— Problem —
Repeat the listing below in full, exactly as it stands.

— Exercise inputs —
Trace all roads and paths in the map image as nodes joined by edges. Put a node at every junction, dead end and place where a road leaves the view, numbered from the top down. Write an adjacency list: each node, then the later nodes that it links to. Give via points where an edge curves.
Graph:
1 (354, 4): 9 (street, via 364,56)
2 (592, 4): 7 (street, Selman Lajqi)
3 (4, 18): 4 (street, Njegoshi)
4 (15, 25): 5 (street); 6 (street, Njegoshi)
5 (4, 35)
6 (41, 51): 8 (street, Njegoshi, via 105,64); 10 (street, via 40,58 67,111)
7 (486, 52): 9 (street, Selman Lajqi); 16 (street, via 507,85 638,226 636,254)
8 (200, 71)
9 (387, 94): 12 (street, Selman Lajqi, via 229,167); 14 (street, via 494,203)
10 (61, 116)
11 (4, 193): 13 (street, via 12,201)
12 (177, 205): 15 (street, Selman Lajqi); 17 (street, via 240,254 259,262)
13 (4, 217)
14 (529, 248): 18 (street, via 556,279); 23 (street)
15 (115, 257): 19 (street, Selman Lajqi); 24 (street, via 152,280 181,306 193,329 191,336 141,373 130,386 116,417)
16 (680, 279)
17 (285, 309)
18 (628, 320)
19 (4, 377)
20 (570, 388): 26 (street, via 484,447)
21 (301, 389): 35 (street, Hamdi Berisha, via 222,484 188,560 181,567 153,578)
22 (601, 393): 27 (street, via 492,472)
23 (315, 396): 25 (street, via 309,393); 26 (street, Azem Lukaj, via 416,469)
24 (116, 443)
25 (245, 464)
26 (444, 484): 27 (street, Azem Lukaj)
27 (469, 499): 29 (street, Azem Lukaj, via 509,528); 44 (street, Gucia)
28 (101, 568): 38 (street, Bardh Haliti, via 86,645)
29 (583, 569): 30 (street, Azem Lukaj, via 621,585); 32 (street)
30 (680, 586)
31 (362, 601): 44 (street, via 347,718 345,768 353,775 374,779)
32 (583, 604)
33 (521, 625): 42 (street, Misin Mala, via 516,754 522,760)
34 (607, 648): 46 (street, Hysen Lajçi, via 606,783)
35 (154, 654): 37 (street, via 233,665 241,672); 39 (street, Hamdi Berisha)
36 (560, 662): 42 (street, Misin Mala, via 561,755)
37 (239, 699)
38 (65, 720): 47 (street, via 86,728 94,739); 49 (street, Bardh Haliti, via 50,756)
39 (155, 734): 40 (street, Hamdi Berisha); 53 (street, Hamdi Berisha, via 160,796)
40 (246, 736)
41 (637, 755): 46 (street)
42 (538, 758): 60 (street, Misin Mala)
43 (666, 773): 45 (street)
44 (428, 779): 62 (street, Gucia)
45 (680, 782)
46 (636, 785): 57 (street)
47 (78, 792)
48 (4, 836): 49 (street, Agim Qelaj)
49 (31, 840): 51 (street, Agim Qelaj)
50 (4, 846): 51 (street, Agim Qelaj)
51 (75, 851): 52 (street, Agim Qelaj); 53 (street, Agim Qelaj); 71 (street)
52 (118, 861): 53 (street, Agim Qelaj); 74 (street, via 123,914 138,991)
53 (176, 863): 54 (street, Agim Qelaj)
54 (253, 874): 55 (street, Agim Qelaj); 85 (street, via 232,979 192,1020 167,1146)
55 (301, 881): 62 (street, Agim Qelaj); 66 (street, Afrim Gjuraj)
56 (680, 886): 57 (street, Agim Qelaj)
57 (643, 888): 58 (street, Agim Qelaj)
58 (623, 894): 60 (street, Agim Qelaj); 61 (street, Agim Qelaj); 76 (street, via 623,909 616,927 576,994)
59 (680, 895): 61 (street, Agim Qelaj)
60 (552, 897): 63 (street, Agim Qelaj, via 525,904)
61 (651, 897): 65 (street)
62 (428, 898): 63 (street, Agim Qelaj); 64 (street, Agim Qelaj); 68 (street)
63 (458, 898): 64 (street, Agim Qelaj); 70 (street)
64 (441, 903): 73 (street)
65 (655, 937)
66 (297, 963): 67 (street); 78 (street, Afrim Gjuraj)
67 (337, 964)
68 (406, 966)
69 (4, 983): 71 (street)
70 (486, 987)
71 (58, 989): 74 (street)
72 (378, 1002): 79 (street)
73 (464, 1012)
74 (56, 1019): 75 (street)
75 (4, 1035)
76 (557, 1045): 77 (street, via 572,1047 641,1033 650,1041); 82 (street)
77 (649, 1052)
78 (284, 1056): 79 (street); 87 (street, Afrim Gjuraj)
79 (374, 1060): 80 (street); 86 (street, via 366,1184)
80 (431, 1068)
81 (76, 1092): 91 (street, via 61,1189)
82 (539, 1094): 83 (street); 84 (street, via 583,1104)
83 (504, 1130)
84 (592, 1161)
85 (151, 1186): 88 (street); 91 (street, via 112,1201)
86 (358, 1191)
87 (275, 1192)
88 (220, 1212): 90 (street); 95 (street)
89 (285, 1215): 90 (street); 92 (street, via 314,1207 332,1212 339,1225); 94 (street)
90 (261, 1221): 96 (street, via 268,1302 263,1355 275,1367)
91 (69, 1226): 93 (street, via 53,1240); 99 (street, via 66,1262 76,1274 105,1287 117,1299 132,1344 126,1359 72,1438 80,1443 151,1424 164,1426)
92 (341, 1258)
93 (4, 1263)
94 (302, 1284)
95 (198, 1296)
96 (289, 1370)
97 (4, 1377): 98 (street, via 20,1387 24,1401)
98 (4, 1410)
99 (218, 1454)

— Solution for this problem —
Trace all roads and paths in the map image as nodes joined by edges. Put a node at every junction, dead end and place where a road leaves the view, numbered from the top down. Write an adjacency list: each node, then the later nodes that it links to. Give via points where an edge curves.
Graph:
1 (354, 4): 9 (street, via 364,56)
2 (592, 4): 7 (street, Selman Lajqi)
3 (4, 18): 4 (street, Njegoshi)
4 (15, 25): 5 (street); 6 (street, Njegoshi)
5 (4, 35)
6 (41, 51): 8 (street, Njegoshi, via 105,64); 10 (street, via 40,58 67,111)
7 (486, 52): 9 (street, Selman Lajqi); 16 (street, via 507,85 638,226 636,254)
8 (200, 71)
9 (387, 94): 12 (street, Selman Lajqi, via 229,167); 14 (street, via 494,203)
10 (61, 116)
11 (4, 193): 13 (street, via 12,201)
12 (177, 205): 15 (street, Selman Lajqi); 17 (street, via 240,254 259,262)
13 (4, 217)
14 (529, 248): 18 (street, via 556,279); 23 (street)
15 (115, 257): 19 (street, Selman Lajqi); 24 (street, via 152,280 181,306 193,329 191,336 141,373 130,386 116,417)
16 (680, 279)
17 (285, 309)
18 (628, 320)
19 (4, 377)
20 (570, 388): 26 (street, via 484,447)
21 (301, 389): 35 (street, Hamdi Berisha, via 222,484 188,560 181,567 153,578)
22 (601, 393): 27 (street, via 492,472)
23 (315, 396): 25 (street, via 309,393); 26 (street, Azem Lukaj, via 416,469)
24 (116, 443)
25 (245, 464)
26 (444, 484): 27 (street, Azem Lukaj)
27 (469, 499): 29 (street, Azem Lukaj, via 509,528); 44 (street, Gucia)
28 (101, 568): 38 (street, Bardh Haliti, via 86,645)
29 (583, 569): 30 (street, Azem Lukaj, via 621,585); 32 (street)
30 (680, 586)
31 (362, 601): 44 (street, via 347,718 345,768 353,775 374,779)
32 (583, 604)
33 (521, 625): 42 (street, Misin Mala, via 516,754 522,760)
34 (607, 648): 46 (street, Hysen Lajçi, via 606,783)
35 (154, 654): 37 (street, via 233,665 241,672); 39 (street, Hamdi Berisha)
36 (560, 662): 42 (street, Misin Mala, via 561,755)
37 (239, 699)
38 (65, 720): 47 (street, via 86,728 94,739); 49 (street, Bardh Haliti, via 50,756)
39 (155, 734): 40 (street, Hamdi Berisha); 53 (street, Hamdi Berisha, via 160,796)
40 (246, 736)
41 (637, 755): 46 (street)
42 (538, 758): 60 (street, Misin Mala)
43 (666, 773): 45 (street)
44 (428, 779): 62 (street, Gucia)
45 (680, 782)
46 (636, 785): 57 (street)
47 (78, 792)
48 (4, 836): 49 (street, Agim Qelaj)
49 (31, 840): 51 (street, Agim Qelaj)
50 (4, 846): 51 (street, Agim Qelaj)
51 (75, 851): 52 (street, Agim Qelaj); 53 (street, Agim Qelaj); 71 (street)
52 (118, 861): 53 (street, Agim Qelaj); 74 (street, via 123,914 138,991)
53 (176, 863): 54 (street, Agim Qelaj)
54 (253, 874): 55 (street, Agim Qelaj); 85 (street, via 232,979 192,1020 167,1146)
55 (301, 881): 62 (street, Agim Qelaj); 66 (street, Afrim Gjuraj)
56 (680, 886): 57 (street, Agim Qelaj)
57 (643, 888): 58 (street, Agim Qelaj)
58 (623, 894): 60 (street, Agim Qelaj); 61 (street, Agim Qelaj); 76 (street, via 623,909 616,927 576,994)
59 (680, 895): 61 (street, Agim Qelaj)
60 (552, 897): 63 (street, Agim Qelaj, via 525,904)
61 (651, 897): 65 (street)
62 (428, 898): 63 (street, Agim Qelaj); 64 (street, Agim Qelaj); 68 (street)
63 (458, 898): 64 (street, Agim Qelaj); 70 (street)
64 (441, 903): 73 (street)
65 (655, 937)
66 (297, 963): 67 (street); 78 (street, Afrim Gjuraj)
67 (337, 964)
68 (406, 966)
69 (4, 983): 71 (street)
70 (486, 987)
71 (58, 989): 74 (street)
72 (378, 1002): 79 (street)
73 (464, 1012)
74 (56, 1019): 75 (street)
75 (4, 1035)
76 (557, 1045): 77 (street, via 572,1047 641,1033 650,1041); 82 (street)
77 (649, 1052)
78 (284, 1056): 79 (street); 87 (street, Afrim Gjuraj)
79 (374, 1060): 80 (street); 86 (street, via 366,1184)
80 (431, 1068)
81 (76, 1092): 91 (street, via 61,1189)
82 (539, 1094): 83 (street); 84 (street, via 583,1104)
83 (504, 1130)
84 (592, 1161)
85 (151, 1186): 88 (street); 91 (street, via 112,1201)
86 (358, 1191)
87 (275, 1192)
88 (220, 1212): 90 (street); 95 (street)
89 (285, 1215): 90 (street); 92 (street, via 314,1207 332,1212 339,1225); 94 (street)
90 (261, 1221): 96 (street, via 268,1302 263,1355 275,1367)
91 (69, 1226): 93 (street, via 53,1240); 99 (street, via 66,1262 76,1274 105,1287 117,1299 132,1344 126,1359 72,1438 80,1443 151,1424 164,1426)
92 (341, 1258)
93 (4, 1263)
94 (302, 1284)
95 (198, 1296)
96 (289, 1370)
97 (4, 1377): 98 (street, via 20,1387 24,1401)
98 (4, 1410)
99 (218, 1454)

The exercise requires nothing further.